Though written just three or four years after the F-minor Sonata, the Variations on an Original Theme show Brahms already on the cusp of his mature style. This lovely work is performed relatively infrequently, perhaps because it is essentially introspective in nature, and ends quietly, without fanfare. Yet it is an exceptionally personal statement by the young master.

As the title indicates, Brahms composed his own theme for these variations; and a magnificent one it is - in D Major, Poco larghetto, rich, warm and lush, full of a sense of well-being. The variations begin quietly and unfold gradually, each one picking up some aspect of the previous and developing it. Var. 5 shows Brahms's ability to bring poetry to a learned contrapuntal technique; it is an inverted canon cast as a love duet, the two voices soaring rapturously in mirror image. Var. 7, dreamy and floating, drifts off to sleep, closing the first large section of the piece.

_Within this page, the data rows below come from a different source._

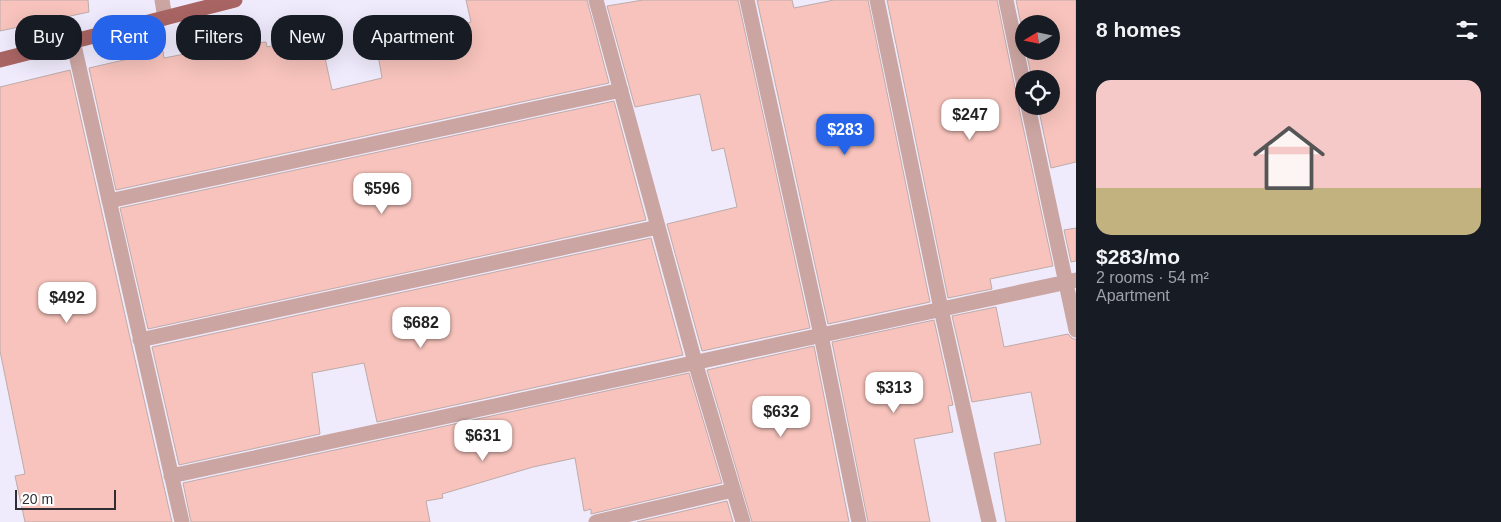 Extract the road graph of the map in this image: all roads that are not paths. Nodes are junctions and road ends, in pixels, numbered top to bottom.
1 (162, 0) edge
2 (235, 0) edge
3 (596, 0) edge
4 (747, 0) edge
5 (877, 0) edge
6 (1006, 0) edge
7 (165, 15) edge
8 (166, 18) edge
9 (15, 56) edge
10 (0, 60) edge
11 (77, 60) edge
12 (1021, 70) edge
13 (621, 90) junction
14 (1030, 115) edge
15 (109, 201) junction
16 (658, 227) junction
17 (1071, 281) edge
18 (941, 309) junction
19 (1076, 330) edge
20 (821, 335) junction
21 (140, 340) junction
22 (695, 362) junction
23 (171, 476) junction
24 (733, 490) junction
25 (182, 522) edge
26 (596, 522) edge
27 (743, 522) edge
28 (859, 522) edge
29 (989, 522) edge

1 - 7 street
2 - 8 main road
3 - 13 street
4 - 20 street
5 - 18 street
6 - 12 street
9 - 10 main road
11 - 15 street
13 - 15 street
13 - 16 street
14 - 17 street
15 - 21 street
16 - 21 street
16 - 22 street
17 - 18 street
17 - 19 street
18 - 20 street
18 - 29 street
20 - 22 street
20 - 28 street
21 - 23 street
22 - 23 street
22 - 24 street
23 - 25 street
24 - 26 street
24 - 27 street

Variations 8, 9 and 10 form in effect a central Allegro section, all in stormy D minor. Var. 10, a broad Hungarian lament, serves as a transition to the eleventh and last variation, which returns magically to the original key and tempo with a sort of distillation of the theme, accompanied by continuous trills (perhaps influenced by Beethoven's similar technique in his late variation movements.) An extended coda follows directly, the crown of the work, richly textured like the theme and overflowing with ineffable yearning. The piece closes in a mood of acceptance and consolation, and with a sense of nostalgia not uncommon for Brahms even in works of this relatively early period, but nonetheless remarkable in a man so young.

 

This sense of nostalgia not surprisingly grows deeper in the music of the composer's later years, and reaches its most intimate expression in the 20 short piano pieces he wrote in 1892-93, and published as Opp. 116-119. "Lullabies of my sorrows" is how he once referred to them, and though they at times still evince the old Brahmsian fire and passion, they are far removed from the flamboyant declamation of the youthful sonatas.

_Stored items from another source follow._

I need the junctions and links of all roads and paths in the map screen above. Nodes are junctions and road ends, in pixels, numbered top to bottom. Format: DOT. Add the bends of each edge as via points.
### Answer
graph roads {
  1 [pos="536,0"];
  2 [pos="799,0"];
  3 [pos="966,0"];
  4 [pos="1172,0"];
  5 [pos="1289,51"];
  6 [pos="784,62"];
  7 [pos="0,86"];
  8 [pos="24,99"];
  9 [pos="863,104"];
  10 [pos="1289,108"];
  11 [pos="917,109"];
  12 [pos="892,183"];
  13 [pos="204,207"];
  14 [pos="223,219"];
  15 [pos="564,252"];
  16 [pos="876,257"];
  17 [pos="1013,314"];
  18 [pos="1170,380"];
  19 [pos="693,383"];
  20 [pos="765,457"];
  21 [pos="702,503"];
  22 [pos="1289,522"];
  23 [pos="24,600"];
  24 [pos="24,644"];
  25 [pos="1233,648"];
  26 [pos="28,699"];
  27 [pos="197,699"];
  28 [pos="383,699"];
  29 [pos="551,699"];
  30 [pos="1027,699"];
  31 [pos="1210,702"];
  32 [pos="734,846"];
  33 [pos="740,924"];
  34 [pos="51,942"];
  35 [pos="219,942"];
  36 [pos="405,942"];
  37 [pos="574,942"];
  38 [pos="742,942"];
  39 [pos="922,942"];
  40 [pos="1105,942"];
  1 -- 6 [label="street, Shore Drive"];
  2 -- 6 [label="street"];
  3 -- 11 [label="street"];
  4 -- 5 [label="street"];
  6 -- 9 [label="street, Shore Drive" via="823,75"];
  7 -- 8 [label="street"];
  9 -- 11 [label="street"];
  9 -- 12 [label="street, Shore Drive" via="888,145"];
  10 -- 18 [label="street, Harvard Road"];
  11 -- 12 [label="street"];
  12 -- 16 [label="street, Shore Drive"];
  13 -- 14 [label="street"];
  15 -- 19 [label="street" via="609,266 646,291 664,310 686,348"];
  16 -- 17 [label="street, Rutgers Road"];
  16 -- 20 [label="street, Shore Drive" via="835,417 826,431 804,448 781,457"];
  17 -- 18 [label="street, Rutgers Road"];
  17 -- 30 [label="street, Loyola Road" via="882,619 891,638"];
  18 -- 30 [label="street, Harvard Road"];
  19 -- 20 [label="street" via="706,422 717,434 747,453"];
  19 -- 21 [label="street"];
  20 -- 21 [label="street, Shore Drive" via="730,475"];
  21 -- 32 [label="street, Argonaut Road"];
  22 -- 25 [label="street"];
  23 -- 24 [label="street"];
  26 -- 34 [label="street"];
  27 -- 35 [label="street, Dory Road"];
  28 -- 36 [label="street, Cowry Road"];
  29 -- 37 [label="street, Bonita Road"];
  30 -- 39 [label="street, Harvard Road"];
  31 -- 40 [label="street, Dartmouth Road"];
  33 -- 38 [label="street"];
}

Op. 118 comprises six pieces, the first three of which open this program. The Intermezzo in A minor shows the composer's characteristic virility still undiminished; it is a passionate whirlwind, the melody surging in great, tumultuous waves amid swirling arpeggios. The Intermezzo in A Major is a true lullaby, and perhaps the most beloved of all the late piano pieces. As tender and touching as this music is, its pure craftsmanship is equally astonishing; the aching melancholy of the F-sharp minor middle section, for example, conceals a virtuoso display of canonic writing and invertible counterpoint, perfectly integrated into the musical discourse without the slightest trace of stiffness, only deepening its expressive power. At this stage of his life, the composer's blending of mind and heart is complete. 

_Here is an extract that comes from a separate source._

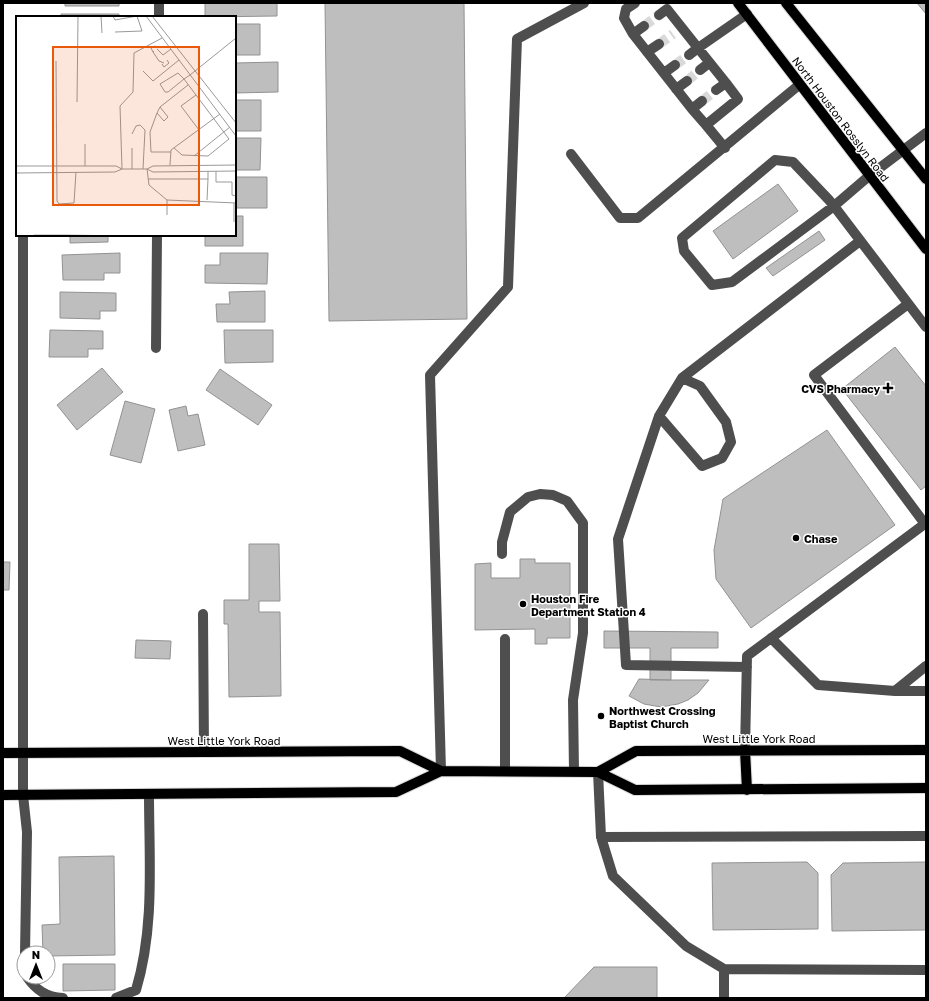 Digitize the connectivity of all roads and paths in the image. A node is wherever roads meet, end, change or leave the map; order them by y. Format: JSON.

In the popular Ballade in G minor Brahms ingeniously combines two of his favorite idioms: the grimly fantastic, old North German legend tone that he seems to associate with the term "Ballade", and the fiery Gypsy dance. The Gypsy element is predominant in the vigorous defiance of the opening idea. The bardic character manifests itself in a heroic cast informing the whole, in the fairy-tale quality of the middle section - a fleeting, blissful vision of some far-off paradise - and in the ending, when that vision is recalled as a desolate memory, then dissolves, leaving only a single triad floating, like the lingering echo of some ancient, tragic saga.